Re-reading my comment to the question https://mathoverflow.net/q/195912/41291 I suddenly realized that I do not understand something crucial about it. For the purposes of that crucial thing let me reformulate it slightly.
I would like to construct from a bundle $E\to B$ with fibre $S^n$ over a (sufficiently nice) space $B$ a class in $H^{n+1}(B;\mathbb Z)$. To name such a class, it suffices to exhibit a bundle with fibre $K(\mathbb Z,n)$ over $B$.
In that comment I just said to perform the "fibrewise infinite symmetric power construction", and now I realize I do not know what precisely this means.
Given any map $f:X\to Y$ whatsoever with a compatible choice of basepoints in fibers - that is, with a section $s:Y\to X$ of $f$ - it is indeed seemingly straightforward to construct the fibrewise infinite symmetric power: it is $$ \left.\left(\coprod_n\ \underbrace{X\times_YX\times_Y\cdots\times_YX}_{n\textrm{ times}}\right)\right/_{\displaystyle\sim} $$ where $\sim$ is the smallest equivalence relation identifying $(x_1,...,x_n)$ with $(x_{\sigma(1)},...,x_{\sigma(n)})$ for any permutation $\sigma$ and moreover identifying $(x_1,...,x_n)$ (in the $n$th component) with $(x_1,...,x_n,sf(x_n))$ (in the $n+1$st component).

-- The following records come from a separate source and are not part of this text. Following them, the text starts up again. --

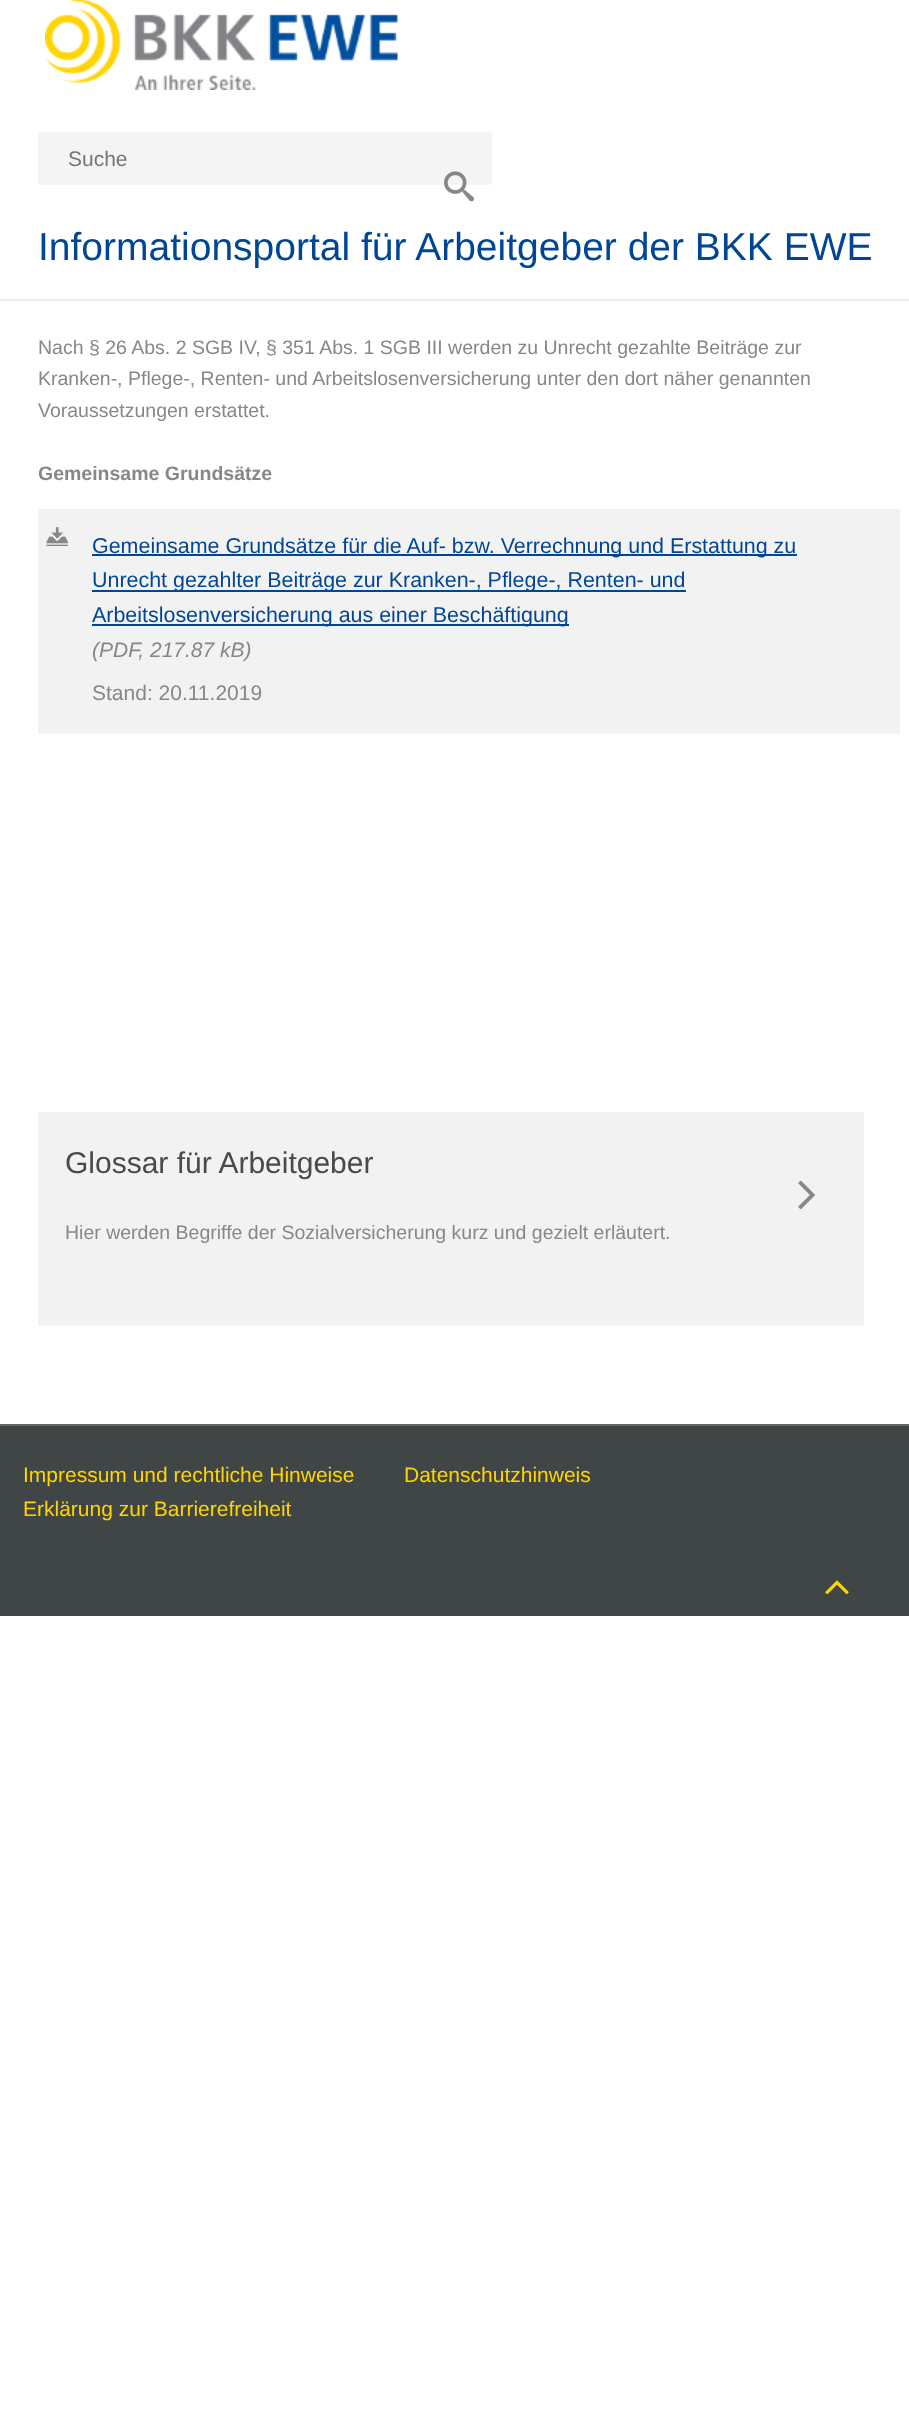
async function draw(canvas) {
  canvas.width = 909
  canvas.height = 2424
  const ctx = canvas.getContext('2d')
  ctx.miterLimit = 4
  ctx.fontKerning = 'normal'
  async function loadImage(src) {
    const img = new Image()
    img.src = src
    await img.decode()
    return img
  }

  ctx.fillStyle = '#fff'
  ctx.fillRect(0, 0, 909, 2424)
  ctx.drawImage(await loadImage('image0.png'), 45, 0, 353, 90)
  ctx.fillStyle = '#f4f4f4'
  ctx.beginPath()
  ctx.roundRect(38, 132, 454, 53, 3)
  ctx.fill()
  ctx.font = '21px Liberation Sans'
  ctx.fillStyle = '#757575'
  ctx.fillText('Suche', 68, 166)
  ctx.drawImage(await loadImage('image1.png'), 444, 171, 30, 31)
  ctx.fillStyle = '#ececec'
  ctx.fillRect(0, 299, 909, 2)
  ctx.font = '39px Liberation Sans'
  ctx.fillStyle = '#014694'
  ctx.fillText('Informationsportal für Arbeitgeber der BKK EWE', 38, 260)
  ctx.font = '19.5px Liberation Sans'
  ctx.fillStyle = '#878787'
  ctx.fillText('Nach § 26 Abs. 2 SGB IV, § 351 Abs. 1 SGB III werden zu Unrecht gezahlte Beiträge zur', 38, 354)
  ctx.fillText('Kranken-, Pflege-, Renten- und Arbeitslosenversicherung unter den dort näher genannten', 38, 385)
  ctx.fillText('Voraussetzungen erstattet.', 38, 417)
  ctx.font = 'bold 19.5px Liberation Sans'
  ctx.fillText('Gemeinsame Grundsätze', 38, 480)
  ctx.fillStyle = '#f2f2f2'
  ctx.fillRect(38, 509, 862, 225)
  ctx.drawImage(await loadImage('image2.png'), 46, 527, 22, 19)
  ctx.fillStyle = '#014694'
  ctx.fillRect(92, 554, 705, 2)
  ctx.font = '21.45px Liberation Sans'
  ctx.fillText('Gemeinsame Grundsätze für die Auf- bzw. Verrechnung und Erstattung zu', 92, 553)
  ctx.fillRect(92, 590, 594, 2)
  ctx.fillText('Unrecht gezahlter Beiträge zur Kranken-, Pflege-, Renten- und', 92, 587)
  ctx.fillRect(92, 624, 477, 2)
  ctx.fillText('Arbeitslosenversicherung aus einer Beschäftigung', 92, 622)
  ctx.font = 'italic 21px Liberation Sans'
  ctx.fillStyle = '#878787'
  ctx.fillText('(PDF, 217.87 kB)', 92, 657)
  ctx.font = '21px Liberation Sans'
  ctx.fillText('Stand: 20.11.2019', 92, 700)
  ctx.fillStyle = '#f2f2f2'
  ctx.fillRect(38, 1112, 826, 214)
  ctx.font = '30px Liberation Sans'
  ctx.fillStyle = '#4a4a49'
  ctx.fillText('Glossar für Arbeitgeber', 65, 1173)
  ctx.drawImage(await loadImage('image3.png'), 798, 1180, 17, 30)
  ctx.font = '19.5px Liberation Sans'
  ctx.fillStyle = '#878787'
  ctx.fillText('Hier werden Begriffe der Sozialversicherung kurz und gezielt erläutert.', 65, 1239)
  ctx.fillStyle = '#404546'
  ctx.fillRect(0, 1426, 909, 190)
  ctx.fillStyle = '#646464'
  ctx.fillRect(0, 1424, 909, 2)
  ctx.font = '21px Liberation Sans'
  ctx.fillStyle = '#ffd500'
  ctx.fillText('Impressum und rechtliche Hinweise', 23, 1482)
  ctx.fillText('Datenschutzhinweis', 404, 1482)
  ctx.fillText('Erklärung zur Barrierefreiheit', 23, 1516)
  ctx.drawImage(await loadImage('image4.png'), 825, 1580, 24, 15)
}

draw(document.querySelector('canvas'))
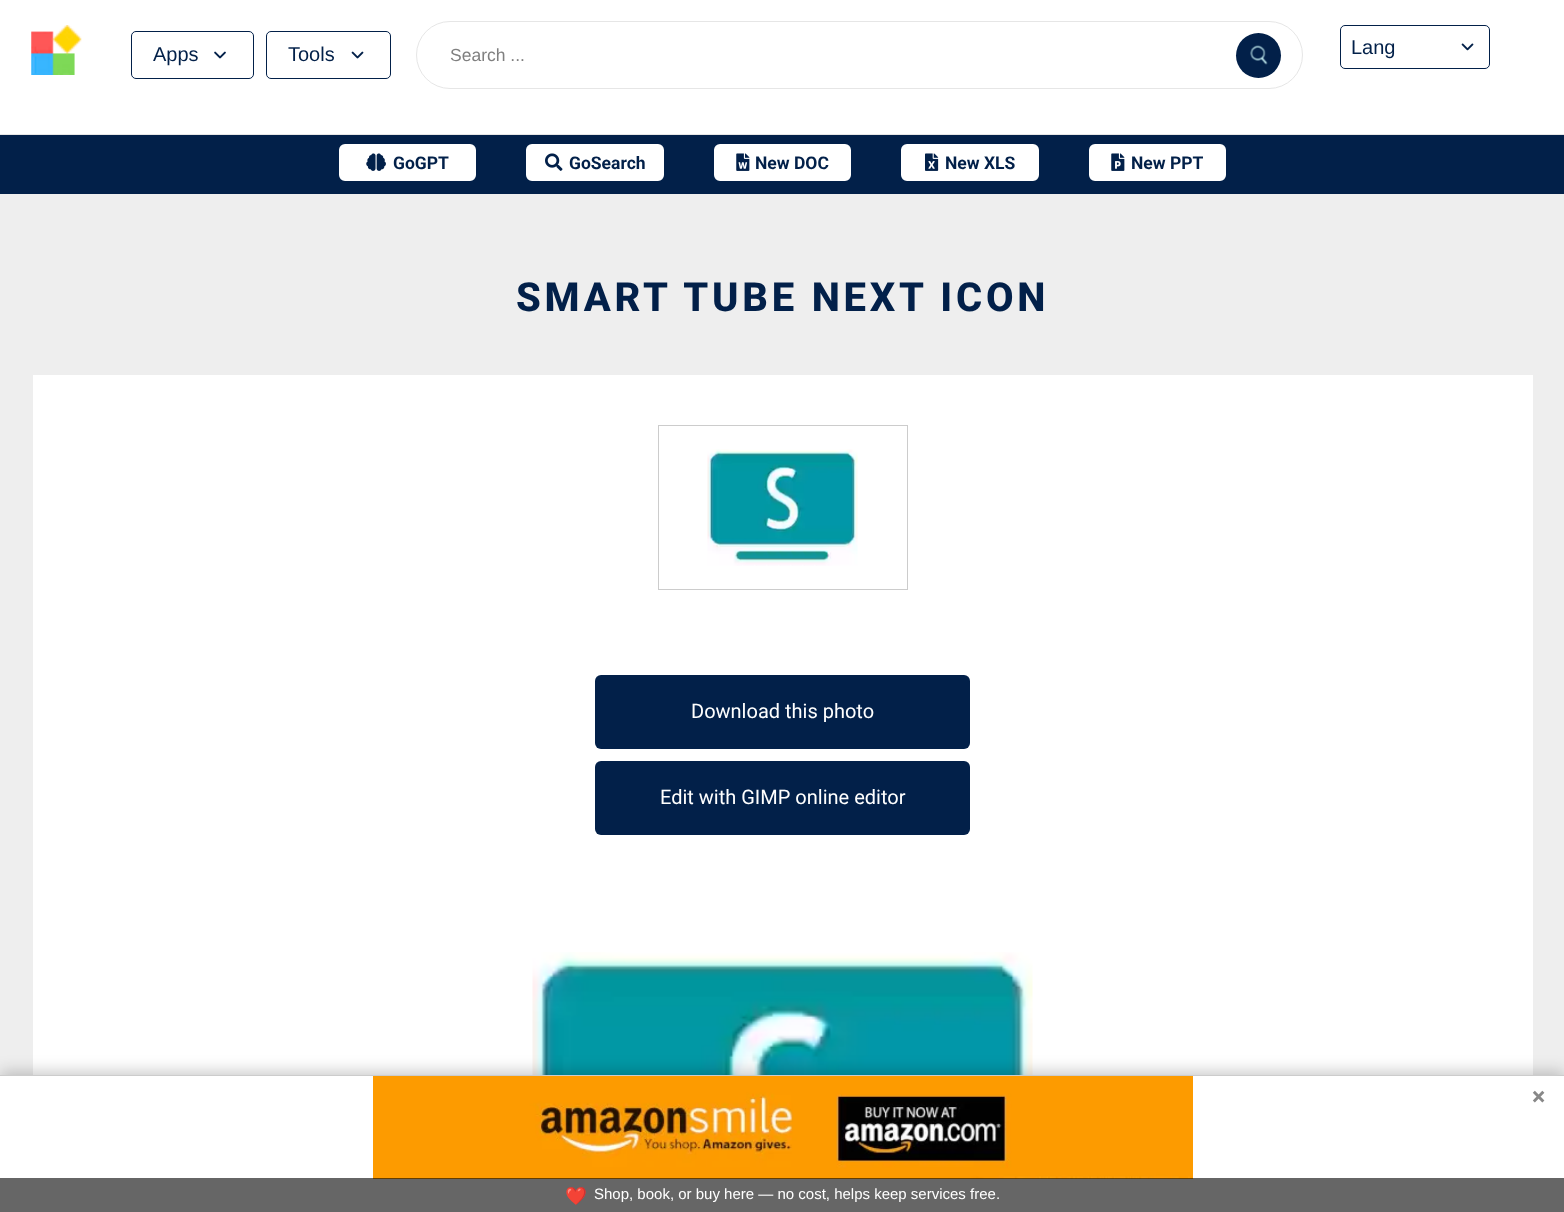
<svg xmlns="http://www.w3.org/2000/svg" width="1564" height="1212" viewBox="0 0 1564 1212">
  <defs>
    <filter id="blur1" x="-50%" y="-200%" width="200%" height="500%"><feGaussianBlur stdDeviation="7.5"/></filter>
  </defs>
  <rect width="100%" height="100%" fill="#eeeeee"/>
  <rect x="0" y="0" width="1564" height="134" fill="#ffffff"/>
  <rect x="0" y="134" width="1564" height="1" fill="#e6e6e6"/>
  <image x="31" y="25" width="51" height="50" href="img1.png"/>
  <rect x="131.5" y="31.5" width="122" height="47" rx="4.5" fill="none" stroke="#022049"/>
  <text x="153" y="61" font-family="Liberation Sans" font-size="20" fill="#022049">Apps</text>
  <image x="214" y="51" width="12" height="8" href="img2.png"/>
  <rect x="266.5" y="31.5" width="124" height="47" rx="4.5" fill="none" stroke="#022049"/>
  <text x="288" y="61" font-family="Liberation Sans" font-size="20" fill="#022049">Tools</text>
  <image x="351" y="51" width="13" height="8" href="img3.png"/>
  <rect x="416.5" y="21.5" width="886" height="67" rx="33.5" fill="none" stroke="#e6e6e6"/>
  <text x="450" y="61" font-family="Liberation Sans" font-size="17.5" fill="#808080">Search ...</text>
  <circle cx="1258.5" cy="55.5" r="22.5" fill="#022049"/>
  <image x="1250" y="45" width="18" height="20" href="img4.png"/>
  <rect x="1340.5" y="25.5" width="149" height="43" rx="4.5" fill="none" stroke="#022049"/>
  <text x="1351" y="54" font-family="Liberation Sans" font-size="20" fill="#022049">Lang</text>
  <image x="1461" y="43" width="13" height="8" href="img5.png"/>
  <rect x="0" y="135" width="1564" height="59" fill="#022049"/>
  <rect x="340.5" y="145.5" width="134" height="34" rx="4.5" fill="#ffffff" stroke="#ffffff" stroke-width="3"/>
  <image x="366" y="153" width="20" height="18" href="img6.png"/>
  <text x="393" y="169" font-family="Roboto" font-size="17.5" font-weight="bold" fill="#022049">GoGPT</text>
  <rect x="527.5" y="145.5" width="135" height="34" rx="4.5" fill="#ffffff" stroke="#ffffff" stroke-width="3"/>
  <image x="545" y="153" width="18" height="18" href="img7.png"/>
  <text x="569" y="169" font-family="Roboto" font-size="17.5" font-weight="bold" fill="#022049">GoSearch</text>
  <rect x="715.5" y="145.5" width="134" height="34" rx="4.5" fill="#ffffff" stroke="#ffffff" stroke-width="3"/>
  <image x="736" y="153" width="14" height="18" href="img8.png"/>
  <text x="755" y="169" font-family="Roboto" font-size="17.5" font-weight="bold" fill="#022049">New DOC</text>
  <rect x="902.5" y="145.5" width="135" height="34" rx="4.5" fill="#ffffff" stroke="#ffffff" stroke-width="3"/>
  <image x="925" y="153" width="14" height="18" href="img9.png"/>
  <text x="945" y="169" font-family="Roboto" font-size="17.5" font-weight="bold" fill="#022049">New XLS</text>
  <rect x="1090.5" y="145.5" width="134" height="34" rx="4.5" fill="#ffffff" stroke="#ffffff" stroke-width="3"/>
  <image x="1111" y="153" width="14" height="18" href="img10.png"/>
  <text x="1131" y="169" font-family="Roboto" font-size="17.5" font-weight="bold" fill="#022049">New PPT</text>
  <text x="516" y="311" font-family="Roboto" font-size="40" font-weight="800" letter-spacing="3.75" fill="#022049">SMART TUBE NEXT ICON</text>
  <rect x="33" y="375" width="1500" height="700" fill="#ffffff"/>
  <rect x="658.5" y="425.5" width="249" height="164" fill="none" stroke="#cccccc"/>
  <image x="707" y="449" width="151" height="117" href="img11.png"/>
  <rect x="595" y="675" width="375" height="74" rx="6" fill="#022049"/>
  <text x="691" y="718" font-family="Roboto" font-size="20" fill="#ffffff">Download this photo</text>
  <rect x="595" y="761" width="375" height="74" rx="6" fill="#022049"/>
  <text x="660" y="804" font-family="Roboto" font-size="20" fill="#ffffff">Edit with GIMP online editor</text>
  <image x="532" y="952" width="501" height="123" href="img12.png"/>
  <rect x="0" y="1071" width="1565" height="138" fill="#000000" fill-opacity="0.2" filter="url(#blur1)"/>
  <rect x="0" y="1076" width="1564" height="136" fill="#ffffff"/>
  <rect x="0" y="1075" width="1564" height="1" fill="#cccccc"/>
  <text x="1532" y="1105" font-family="Roboto" font-size="25" font-weight="bold" fill="#888888">×</text>
  <image x="373" y="1076" width="820" height="103" href="img13.png"/>
  <rect x="0" y="1178" width="1564" height="34" fill="#000000" fill-opacity="0.6"/>
  <text x="565" y="1202" font-family="Noto Color Emoji" font-size="17.5" fill="#ffffff">❤️</text>
  <text x="594" y="1199" font-family="Liberation Sans" font-size="15" fill="#ffffff">Shop, book, or buy here — no cost, helps keep services free.</text>
</svg>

However it turns out there are some problems. First, what to do with $n=0$? In the "ordinary" (non-fibrewise) infinite symmetric power the $0$-tuple $()$ simply gets identified with all $n$-tuples consisting entirely of the basepoints but I cannot figure out what to do in the fibrewise version. Just start with $n=1$? (Concerning this one - as pointed out in the comment below, the 0th piece is just $Y$ as it is the limit of an empty diagram in (spaces over $Y$), i. e. the terminal object of the latter category).
Second, more serious problem is that if I have a nontrivial bundle (which is the only interesting case) I do not have any compatible choice of basepoints in the fibres. I could freely add basepoints to the fibres, i. e. switch to $f_+:=(f,\textrm{identity}):X\coprod Y\to Y$, but would it give correct result in the sphere bundle case? That is, which of the following is the correct way to produce a $K(\mathbb Z,n)$ from $S^n$: (a) choose a basepoint in $S^n$ and take infinite symmetric power with respect to it or (b) take infinite symmetric power of $S^n_+$, i. e. of the sphere with a disjoint basepoint added?
Also, there is a possibility to form a basepoint-free version of this. The infinite symmetric power of a space $F$ is the free commutative topological monoid on $F$, which becomes group-like if $F$ is connected. But actually one can also form the free topological "zeroless abelian group"; this is the structure with a ternary operation, denoted $(x,y,z)\mapsto x+_yz$ which satisfies \begin{align*} &x+_yy=x,\\ &x+_yz=z+_yx \end{align*} and \begin{align*} &(x+_yz)+_tu=x+_y(z+_tu) \end{align*} for all $x,y,z,t,u$. Fixing any $y$ gives an abelian group structure with addition $(x_1,x_2)\mapsto x_1+_yx_2$, zero $y$ and inverse $-_yx:=y+_xy$, and choosing different $y$ produces (canonically) isomorphic groups. Conversely, any abelian group has such structure given by $(x,y,z)\mapsto x-y+z$. All this is well known for many years, I think it must be called folklore.
Now it is straightforward to form a free such structure on a space $F$ - just take $\left(\coprod_{n\ge0}F^{2n+1}\right)/\sim$ where $\sim$ identifies $(x_0,y_1,x_1,y_2,...,y_n,x_n)$ with $(x_{\sigma(0)},y_{\tau(1)},x_{\sigma(1)},y_{\tau(2)},...,y_{\tau(n)},x_{\sigma(n)})$ for any permutations $\sigma$ of $\{0,1,...,n\}$ and $\tau$ of $\{1,...,n\}$ and moreover identifies $(x_0,y_1,x_1,y_2,...,y_n,x_n)$ with $(x_0,y_1,x_1,y_2,...,y_n,x_n,y,y)$.
Obviously this can be performed fibrewise, and one does not need any basepoints; but once again, does this give correct result? In particular, does the above (non-fibrewise basepoint-free) version produce a $K(\mathbb Z,n)$ from $S^n$?